"""

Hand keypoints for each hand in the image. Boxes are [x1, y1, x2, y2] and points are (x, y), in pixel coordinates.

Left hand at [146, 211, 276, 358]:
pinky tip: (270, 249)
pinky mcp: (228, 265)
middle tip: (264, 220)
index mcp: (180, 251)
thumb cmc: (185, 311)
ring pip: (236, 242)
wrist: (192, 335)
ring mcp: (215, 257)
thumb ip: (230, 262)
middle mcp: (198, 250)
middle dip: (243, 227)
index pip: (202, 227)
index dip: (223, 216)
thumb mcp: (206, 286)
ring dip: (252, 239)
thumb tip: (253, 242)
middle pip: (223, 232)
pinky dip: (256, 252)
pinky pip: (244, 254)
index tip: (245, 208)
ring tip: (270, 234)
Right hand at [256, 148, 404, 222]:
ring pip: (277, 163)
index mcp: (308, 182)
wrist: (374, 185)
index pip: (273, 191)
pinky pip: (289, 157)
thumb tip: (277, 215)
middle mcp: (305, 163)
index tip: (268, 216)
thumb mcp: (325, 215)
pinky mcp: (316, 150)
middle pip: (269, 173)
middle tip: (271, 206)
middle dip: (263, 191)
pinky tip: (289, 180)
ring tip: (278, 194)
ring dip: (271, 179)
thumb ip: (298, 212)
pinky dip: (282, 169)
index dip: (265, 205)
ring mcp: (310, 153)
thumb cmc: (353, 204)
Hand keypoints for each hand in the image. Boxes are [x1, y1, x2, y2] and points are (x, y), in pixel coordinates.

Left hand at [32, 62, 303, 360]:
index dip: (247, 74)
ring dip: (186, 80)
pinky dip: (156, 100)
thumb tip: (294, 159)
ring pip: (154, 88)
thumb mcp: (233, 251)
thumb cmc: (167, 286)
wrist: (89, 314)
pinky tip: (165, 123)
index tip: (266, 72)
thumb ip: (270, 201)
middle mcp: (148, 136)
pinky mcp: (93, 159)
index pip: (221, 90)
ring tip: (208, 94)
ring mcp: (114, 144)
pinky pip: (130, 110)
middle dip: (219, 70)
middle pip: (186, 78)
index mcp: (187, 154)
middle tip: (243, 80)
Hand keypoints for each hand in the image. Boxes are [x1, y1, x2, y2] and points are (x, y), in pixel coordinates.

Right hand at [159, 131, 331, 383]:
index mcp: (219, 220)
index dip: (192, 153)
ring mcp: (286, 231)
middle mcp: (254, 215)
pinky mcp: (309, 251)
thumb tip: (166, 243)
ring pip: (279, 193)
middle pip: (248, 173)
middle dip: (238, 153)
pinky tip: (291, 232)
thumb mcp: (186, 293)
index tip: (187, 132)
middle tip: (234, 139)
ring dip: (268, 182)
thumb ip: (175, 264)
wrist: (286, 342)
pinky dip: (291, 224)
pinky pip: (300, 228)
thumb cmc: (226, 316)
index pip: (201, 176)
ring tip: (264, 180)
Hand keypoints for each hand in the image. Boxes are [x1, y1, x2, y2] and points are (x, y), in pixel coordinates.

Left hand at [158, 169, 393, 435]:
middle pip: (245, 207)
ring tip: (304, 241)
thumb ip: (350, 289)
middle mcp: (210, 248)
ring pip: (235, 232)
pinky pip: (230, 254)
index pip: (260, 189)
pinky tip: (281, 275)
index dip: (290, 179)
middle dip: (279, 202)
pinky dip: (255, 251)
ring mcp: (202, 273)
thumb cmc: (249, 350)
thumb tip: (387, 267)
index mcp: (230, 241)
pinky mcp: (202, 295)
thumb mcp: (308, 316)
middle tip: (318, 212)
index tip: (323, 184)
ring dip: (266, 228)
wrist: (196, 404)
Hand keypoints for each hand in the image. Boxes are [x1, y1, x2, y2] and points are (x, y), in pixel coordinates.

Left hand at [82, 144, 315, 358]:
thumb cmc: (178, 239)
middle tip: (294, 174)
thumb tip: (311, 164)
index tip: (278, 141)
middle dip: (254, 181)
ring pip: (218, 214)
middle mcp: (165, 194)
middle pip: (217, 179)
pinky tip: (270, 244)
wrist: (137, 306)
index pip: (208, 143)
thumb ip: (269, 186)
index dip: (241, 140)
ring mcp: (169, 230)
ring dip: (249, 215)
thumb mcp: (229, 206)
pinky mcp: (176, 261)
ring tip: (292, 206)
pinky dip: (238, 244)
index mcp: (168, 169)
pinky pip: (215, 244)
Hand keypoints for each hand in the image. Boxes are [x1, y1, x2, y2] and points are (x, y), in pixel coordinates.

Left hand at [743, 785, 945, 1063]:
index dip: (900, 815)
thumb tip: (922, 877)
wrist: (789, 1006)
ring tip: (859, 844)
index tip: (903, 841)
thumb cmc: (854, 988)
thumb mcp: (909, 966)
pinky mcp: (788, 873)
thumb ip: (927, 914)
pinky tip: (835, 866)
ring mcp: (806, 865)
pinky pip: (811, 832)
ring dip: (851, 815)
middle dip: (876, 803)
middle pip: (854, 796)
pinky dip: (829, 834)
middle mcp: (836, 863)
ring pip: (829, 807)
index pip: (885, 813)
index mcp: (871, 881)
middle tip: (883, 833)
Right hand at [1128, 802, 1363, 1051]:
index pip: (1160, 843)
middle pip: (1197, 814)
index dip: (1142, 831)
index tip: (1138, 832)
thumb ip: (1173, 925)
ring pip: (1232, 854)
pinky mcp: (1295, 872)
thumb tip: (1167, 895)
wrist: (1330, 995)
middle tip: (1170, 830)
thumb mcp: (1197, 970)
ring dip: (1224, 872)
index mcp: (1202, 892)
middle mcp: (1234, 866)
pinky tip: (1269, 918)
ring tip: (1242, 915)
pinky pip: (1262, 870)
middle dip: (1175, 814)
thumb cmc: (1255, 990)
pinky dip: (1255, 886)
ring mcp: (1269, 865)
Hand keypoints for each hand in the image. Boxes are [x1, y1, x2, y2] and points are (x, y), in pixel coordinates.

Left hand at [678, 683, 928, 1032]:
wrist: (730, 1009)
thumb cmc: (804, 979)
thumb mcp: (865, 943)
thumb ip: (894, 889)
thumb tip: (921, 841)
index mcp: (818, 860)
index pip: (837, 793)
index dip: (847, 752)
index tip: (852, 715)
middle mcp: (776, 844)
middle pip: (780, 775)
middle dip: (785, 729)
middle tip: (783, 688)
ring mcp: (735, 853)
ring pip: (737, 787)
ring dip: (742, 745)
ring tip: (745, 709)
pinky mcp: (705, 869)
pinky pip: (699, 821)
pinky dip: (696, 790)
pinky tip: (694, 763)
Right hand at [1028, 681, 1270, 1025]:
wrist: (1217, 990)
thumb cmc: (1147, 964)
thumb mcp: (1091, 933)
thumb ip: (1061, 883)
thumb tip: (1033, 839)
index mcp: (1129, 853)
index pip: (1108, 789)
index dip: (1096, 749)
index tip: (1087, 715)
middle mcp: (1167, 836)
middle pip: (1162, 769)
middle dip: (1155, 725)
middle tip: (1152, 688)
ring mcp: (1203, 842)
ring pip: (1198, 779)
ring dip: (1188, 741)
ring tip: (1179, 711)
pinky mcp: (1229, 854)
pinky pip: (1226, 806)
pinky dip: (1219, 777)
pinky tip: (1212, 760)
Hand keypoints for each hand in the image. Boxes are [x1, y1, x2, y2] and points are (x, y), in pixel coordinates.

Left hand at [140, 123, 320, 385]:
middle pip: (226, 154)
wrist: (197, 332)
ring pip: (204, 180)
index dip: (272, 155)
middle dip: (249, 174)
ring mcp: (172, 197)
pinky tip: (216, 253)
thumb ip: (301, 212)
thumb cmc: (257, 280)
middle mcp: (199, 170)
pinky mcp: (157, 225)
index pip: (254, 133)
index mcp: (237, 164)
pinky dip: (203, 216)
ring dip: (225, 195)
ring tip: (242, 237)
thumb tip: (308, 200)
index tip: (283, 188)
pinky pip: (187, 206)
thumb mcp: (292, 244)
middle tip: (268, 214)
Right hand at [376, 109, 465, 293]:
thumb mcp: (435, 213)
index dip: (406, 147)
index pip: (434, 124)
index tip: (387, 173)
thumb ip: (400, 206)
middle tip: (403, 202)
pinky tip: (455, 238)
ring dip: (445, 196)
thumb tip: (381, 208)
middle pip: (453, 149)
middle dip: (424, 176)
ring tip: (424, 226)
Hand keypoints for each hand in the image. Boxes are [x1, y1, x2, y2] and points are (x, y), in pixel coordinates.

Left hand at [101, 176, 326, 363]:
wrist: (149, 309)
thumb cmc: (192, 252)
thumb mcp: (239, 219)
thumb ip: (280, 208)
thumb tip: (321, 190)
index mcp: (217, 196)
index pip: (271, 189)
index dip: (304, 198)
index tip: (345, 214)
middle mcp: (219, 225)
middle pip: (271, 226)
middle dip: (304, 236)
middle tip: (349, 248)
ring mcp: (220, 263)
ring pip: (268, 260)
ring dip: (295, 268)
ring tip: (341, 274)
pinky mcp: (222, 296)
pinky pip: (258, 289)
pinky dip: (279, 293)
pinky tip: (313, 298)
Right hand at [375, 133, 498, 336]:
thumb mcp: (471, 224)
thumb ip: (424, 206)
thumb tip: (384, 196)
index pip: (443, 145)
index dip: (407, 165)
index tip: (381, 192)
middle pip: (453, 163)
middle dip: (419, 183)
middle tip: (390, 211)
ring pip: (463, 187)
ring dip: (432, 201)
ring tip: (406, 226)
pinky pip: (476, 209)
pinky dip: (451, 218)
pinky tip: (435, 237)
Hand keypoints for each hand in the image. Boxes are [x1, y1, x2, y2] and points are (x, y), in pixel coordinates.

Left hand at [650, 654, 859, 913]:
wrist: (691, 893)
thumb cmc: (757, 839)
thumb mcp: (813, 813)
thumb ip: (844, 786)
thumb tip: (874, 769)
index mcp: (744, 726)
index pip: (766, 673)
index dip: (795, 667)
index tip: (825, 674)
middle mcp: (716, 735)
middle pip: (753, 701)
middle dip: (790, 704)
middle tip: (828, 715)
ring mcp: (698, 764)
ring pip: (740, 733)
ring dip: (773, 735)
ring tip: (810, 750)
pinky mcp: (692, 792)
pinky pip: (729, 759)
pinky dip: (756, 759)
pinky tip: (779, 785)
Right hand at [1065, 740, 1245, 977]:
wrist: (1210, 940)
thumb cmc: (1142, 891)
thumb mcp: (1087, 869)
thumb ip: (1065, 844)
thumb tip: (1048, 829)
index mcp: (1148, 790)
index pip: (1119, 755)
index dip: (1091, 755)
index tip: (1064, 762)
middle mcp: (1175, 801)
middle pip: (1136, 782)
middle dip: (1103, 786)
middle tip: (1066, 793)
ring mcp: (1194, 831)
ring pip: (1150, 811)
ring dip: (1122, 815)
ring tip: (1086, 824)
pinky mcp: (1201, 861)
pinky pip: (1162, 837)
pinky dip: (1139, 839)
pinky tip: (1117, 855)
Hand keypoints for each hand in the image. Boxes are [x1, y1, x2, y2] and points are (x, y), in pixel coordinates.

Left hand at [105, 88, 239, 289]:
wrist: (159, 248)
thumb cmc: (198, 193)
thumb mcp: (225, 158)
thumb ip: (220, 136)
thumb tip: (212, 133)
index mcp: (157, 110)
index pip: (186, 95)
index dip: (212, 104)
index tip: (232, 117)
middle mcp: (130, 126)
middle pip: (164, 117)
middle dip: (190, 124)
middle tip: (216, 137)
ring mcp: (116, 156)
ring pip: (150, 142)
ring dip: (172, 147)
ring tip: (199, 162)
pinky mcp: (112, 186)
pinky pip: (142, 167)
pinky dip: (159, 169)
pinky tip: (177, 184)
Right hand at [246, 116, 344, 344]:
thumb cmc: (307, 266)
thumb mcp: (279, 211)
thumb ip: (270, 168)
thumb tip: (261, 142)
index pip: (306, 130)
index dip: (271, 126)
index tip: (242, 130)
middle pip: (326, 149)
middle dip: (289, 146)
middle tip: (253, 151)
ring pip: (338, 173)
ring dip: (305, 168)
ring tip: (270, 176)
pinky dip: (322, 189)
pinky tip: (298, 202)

"""

▸ TO DO: Could you return exactly the stretch of the data above that starts at the line with "pinky mcp: (1229, 854)" and ends at the line with "wrist: (197, 332)", both lines included?

▸ ANSWER:
pinky mcp: (1229, 854)
pinky pip: (1226, 806)
pinky dip: (1219, 777)
pinky tip: (1212, 760)
Hand keypoints for each hand in the image. Boxes are [x1, y1, x2, y2] and points are (x, y), in pixel coordinates.

Left hand at [140, 123, 320, 385]:
middle pip: (226, 154)
wrist: (197, 332)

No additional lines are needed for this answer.